Some of the more egregious examples of uncritical coverage:
- Yelp Pushes Through The Controversies With Big Growth And A 5-Star Quarter
- Yelp shares jump 17.5% on solid Q4 results
- Management Says Yelp Is Just Getting Started
- Yelp Shares Surge 7% On Rosy Outlook, Q4 Loss Narrows
- Yelp Shares Climb on Strong Q4 Revenue, Guidance
Some were more neutral but still carried an uncritical tone or hints of positive results.
- Yelp Reports $233 Million In Revenue For 2013, Up 69 Percent
- In Yelp Earnings, No Sign of the ‘Mobile Gap’
Few if any of the headlines that I found were critical with but one exception.
Here is a chart showing Yelps Revenue Growth compared to Expenses over the past 5 years. I am having trouble seeing a reason for optimism. This has been the same story for many years. See for yourself.
I would suggest that the headlines should have been:
- Yelp Reports 5th Consecutive Annual Loss
- Yelp reports 20th Sequential Unprofitable Quarter
- Yelp, No Profits in Sight as Expenses Rise as Quickly as Income
I think they all must have failed to read Yelp’s forward looking statement buried at the bottom (embarrassingly formatted exactly as on the report).

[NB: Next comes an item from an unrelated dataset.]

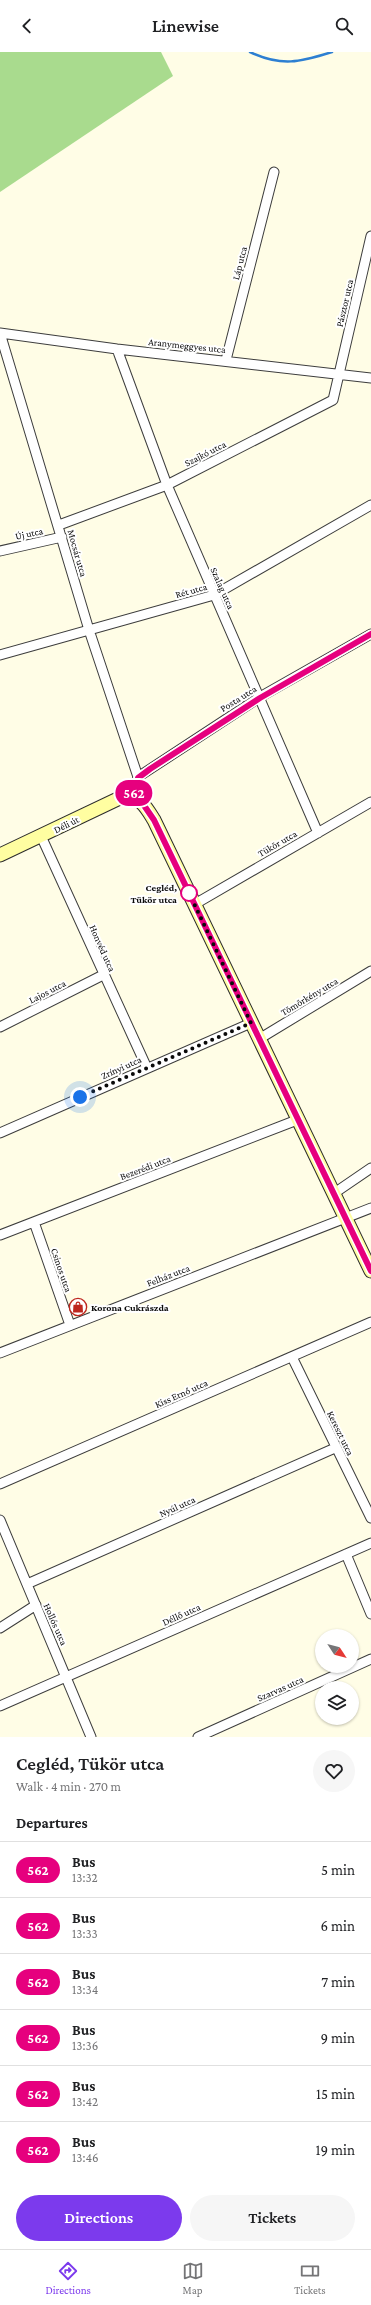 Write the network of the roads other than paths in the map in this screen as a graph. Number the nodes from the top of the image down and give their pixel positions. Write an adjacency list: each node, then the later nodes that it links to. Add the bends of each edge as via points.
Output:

Factors that could cause or contribute to such differences include, but are not limited to: the Company’s short operating history in an evolving industry; the Company’s ability to generate sufficient revenue to achieve or maintain profitability, particularly in light of its significant ongoing sales and marketing expenses; the Company’s ability to successfully manage acquisitions of new businesses, solutions or technologies, including Qype and SeatMe, and to integrate those businesses, solutions or technologies; the Company’s reliance on traffic to its website from search engines like Google, Bing and Yahoo!; the Company’s ability to generate and maintain sufficient high quality content from its users; maintaining a strong brand and managing negative publicity that may arise; maintaining and expanding the Company’s base of advertisers; changes in political, business and economic conditions, including any European or general economic downturn or crisis and any conditions that affect ecommerce growth; fluctuations in foreign currency exchange rates; the Company’s ability to deal with the increasingly competitive local search environment; the Company’s need and ability to manage other regulatory, tax and litigation risks as its services are offered in more jurisdictions and applicable laws become more restrictive; the competitive and regulatory environment while the Company continues to expand geographically and introduce new products and as new laws and regulations related to Internet companies come into effect; the Company’s ability to timely upgrade and develop its systems, infrastructure and customer service capabilities.